Жанно любил пройтись по улицам, вспомнить неоновые рекламы довоенной Варшавы, зайти в ресторанчик, выпить, закусить у стойки, послушать шум, доносящийся из зала, вдохнуть запах кухни, водки, табака. У него не было денег, и это доводило его почти до слез. «Иду, — мечтал он, — и вижу: лежит бумажник. А в бумажнике — пять тысяч, ну пусть, — умерял он свои аппетиты, — тысяча. Я свинья и мерзавец. Подхорунжий, а что делаю? Краду, как школяр, у сестры из кассы пятьдесят злотых. Сестра торгует деревянными гвоздями, дратвой, сапожной смолой, воском, какими-то пряжками, лакированной кожей, стельками. А, черт…»

Он шаркал подметками по искалеченным войной плитам тротуара, сжатые в кулаки руки были засунуты глубоко в карманы куртки, зубы покусывали белесый ус — он никак не мог примириться со своей участью.

Он воображал, что создан для подвигов. И, хотя он был мал ростом, тощ и бесцветен, как маринованная селедка, душа у него была широкая. Ему представлялось, что вот он мчится по замершим от страха улочкам не то на огненном скакуне, не то на броневике в окружении отряда головорезов, взявшихся за оружие не столько ради отчизны, сколько из любви к ратному делу.

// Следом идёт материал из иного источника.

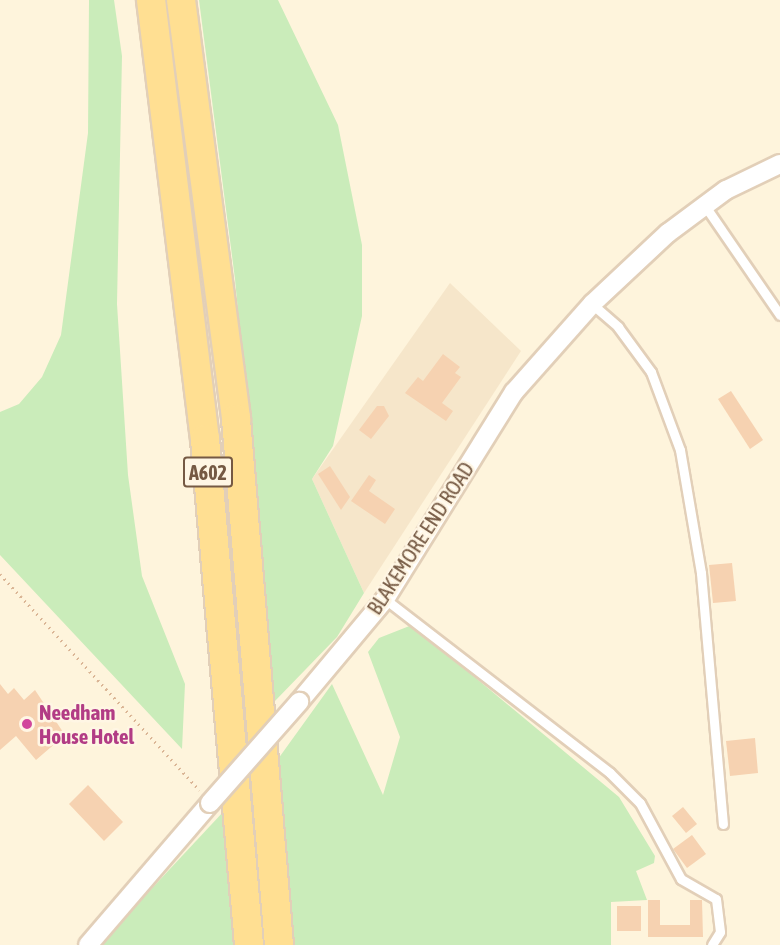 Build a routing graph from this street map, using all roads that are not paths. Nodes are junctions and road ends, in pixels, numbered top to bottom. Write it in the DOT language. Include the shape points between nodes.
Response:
graph roads {
  1 [pos="150,0"];
  2 [pos="181,0"];
  3 [pos="780,164"];
  4 [pos="705,206"];
  5 [pos="592,304"];
  6 [pos="780,315"];
  7 [pos="385,599"];
  8 [pos="723,824"];
  9 [pos="88,945"];
  10 [pos="249,945"];
  11 [pos="279,945"];
  12 [pos="712,945"];
  1 -- 10 [label="main road, A602" via="205,439"];
  2 -- 11 [label="main road, A602" via="236,420"];
  3 -- 4 [label="street, BLAKEMORE END ROAD"];
  4 -- 5 [label="street, BLAKEMORE END ROAD"];
  4 -- 6 [label="lane"];
  5 -- 7 [label="street, BLAKEMORE END ROAD" via="514,392"];
  5 -- 8 [label="lane" via="618,327 651,372 680,450 701,573"];
  7 -- 9 [label="street, BLAKEMORE END ROAD, bridge"];
  7 -- 12 [label="lane" via="610,773 639,803 681,879 716,899 720,932"];
}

Он мечтал о том, чтоб у него было много денег, которыми можно сорить налево и направо, много женщин, которых можно бросать, мстя им за то равнодушие, с каким они принимали его ухаживания, мстя за годы тягостных раздумий.

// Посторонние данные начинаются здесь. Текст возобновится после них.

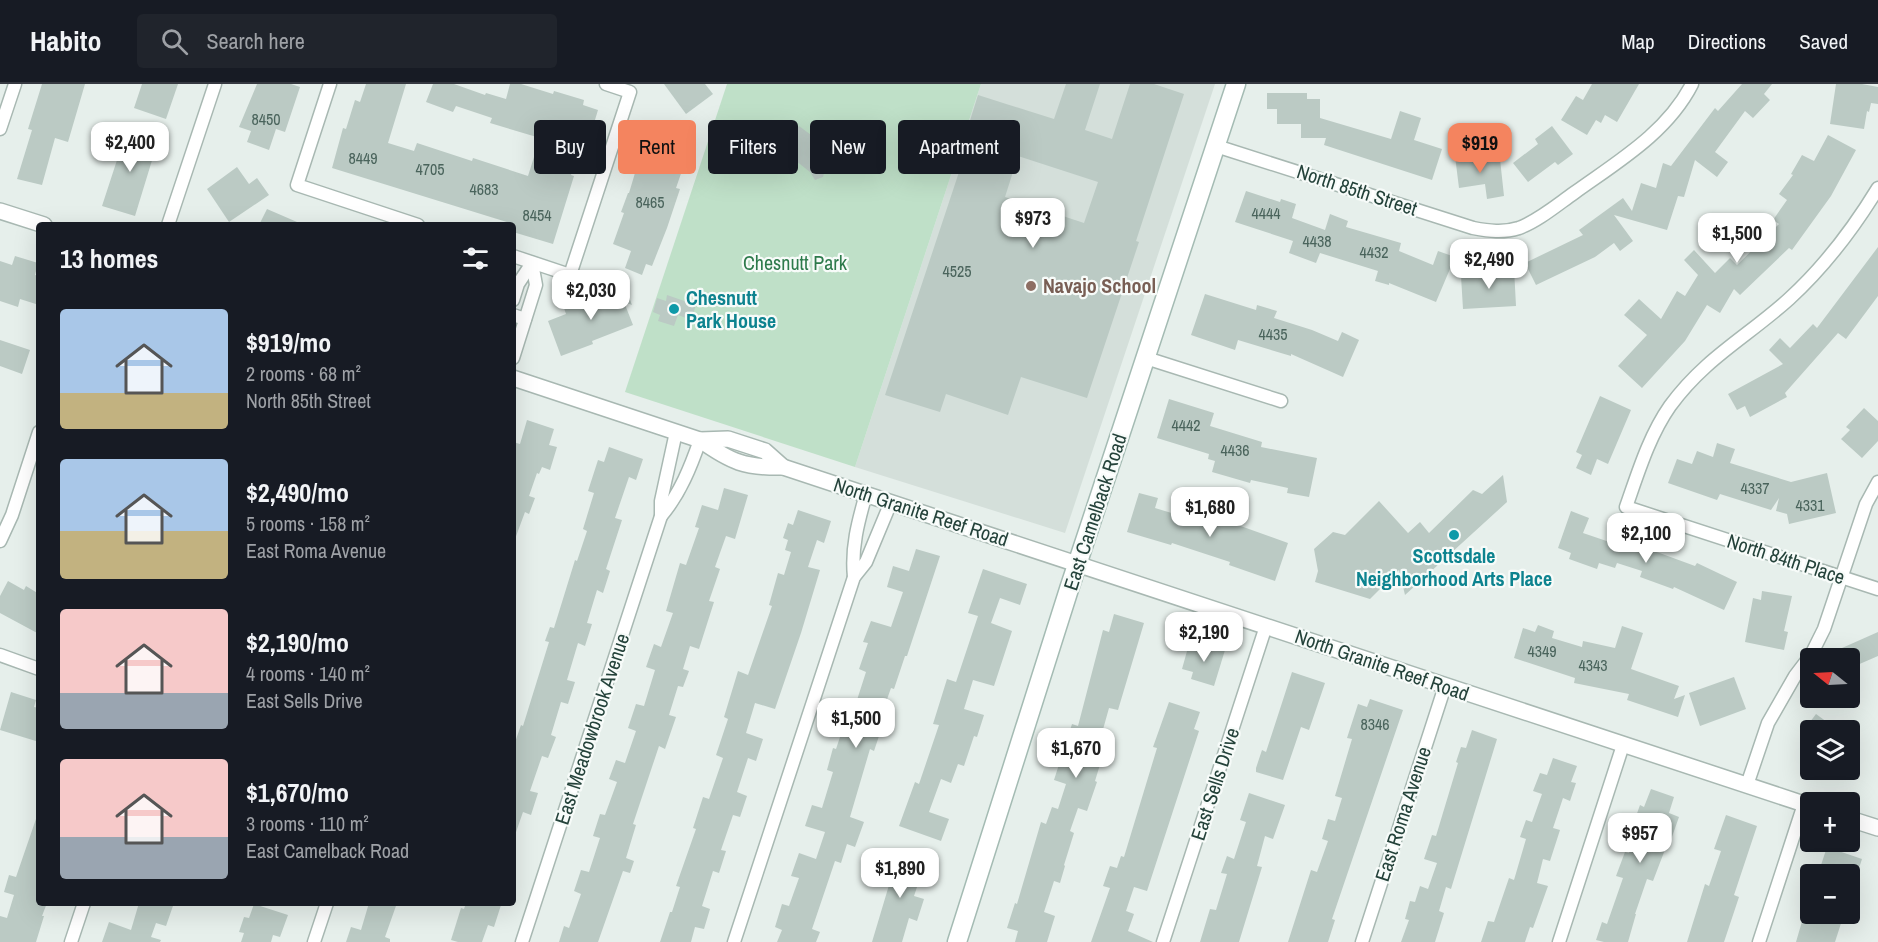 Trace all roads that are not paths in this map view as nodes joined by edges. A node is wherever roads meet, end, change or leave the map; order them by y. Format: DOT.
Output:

Что ж, немцы были для него трамплином, они привели в движение великий ветер истории, который вот-вот надует паруса его корабля. Ну, а если погибнуть, так, по крайней мере, быть повешенным за седьмое ребро. А если уцелеть, то победителем въехать на коне, топча алые и белые розы.

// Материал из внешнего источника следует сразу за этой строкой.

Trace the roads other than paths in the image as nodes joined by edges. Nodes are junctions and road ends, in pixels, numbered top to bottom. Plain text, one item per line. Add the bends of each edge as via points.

Яцек украл пистолет, а они не хотят ему его дать, говорят:

— Мы потренировались в разборке, чистке и стрельбе и отдали в район — пусть тренируются другие. Получим задание — оружие нам вернут.

Пропадет у них пистолет, наверняка пропадет… А ему они не доверяют.

Жанно поразмыслил немножко и чистосердечно признался: «И правильно делают». Жанно имел свои виды на этот пистолет. Он называл его про себя: «Мой «вис».

Придется затаиться на время.

Однако случай представился раньше, чем он предполагал. Однажды во время вечерней прогулки по главным улицам Варшавы он встретил своего приятеля Александра, по прозвищу Али.

Жанно бродил взад и вперед по улице, избегая встреч с патрулирующими жандармами, — рослыми парнями с металлическими значками на мундирах. Кого только не было на улице: солдаты, толпящиеся возле публичных домов, молодые люди в просторных пиджаках, в сапогах с высокими голенищами, обыкновенные горожане. Вот нищий, который беспрестанно твердит: «Я хочу есть, я хочу есть…» Он стоит, прислонившись к обломку стены большого кирпичного дома, на развалинах которого разрослись сорняки. Пересчитав деньги, Жанно вошел в ресторанчик «Гавана», сел на табурет в баре и заказал «штабную» водку с вермутом.

Он обвел взглядом переполненный зал. Официанты, как змеи, извиваясь между спинами рассевшихся посетителей, балансировали подносами, уставленными бутылками, сковородками с котлетами, приготовленными из привезенной контрабандой свинины.

Из-за спины официанта, несущего бутылку мятной настойки, показался Али. Он прошел в бар и, остановившись рядом с остолбеневшим Жанно, спросил у бармена:

— Скажи, старина, где тут у вас туалет?

Потом увидел Жанно и крикнул:

— Ущипни меня, я сегодня под газом и все на свете путаю. Жанно!!! Вот так встреча! Дай-ка я тебя поцелую, товарищ по оружию. — От него пахнуло вишневкой.

— Я не при деньгах, — неуверенно сказал Жанно в ответ на приглашение Александра.

— Еще одно такое слово, и я убью тебя… честное слово, убью. Все в порядке… глянь-ка… — Тут он отвернул полу пиджака. — Блеск, а? — И он провел пальцем по корешкам новых пятисотенных бумажек.

Вечер окончился с наступлением комендантского часа.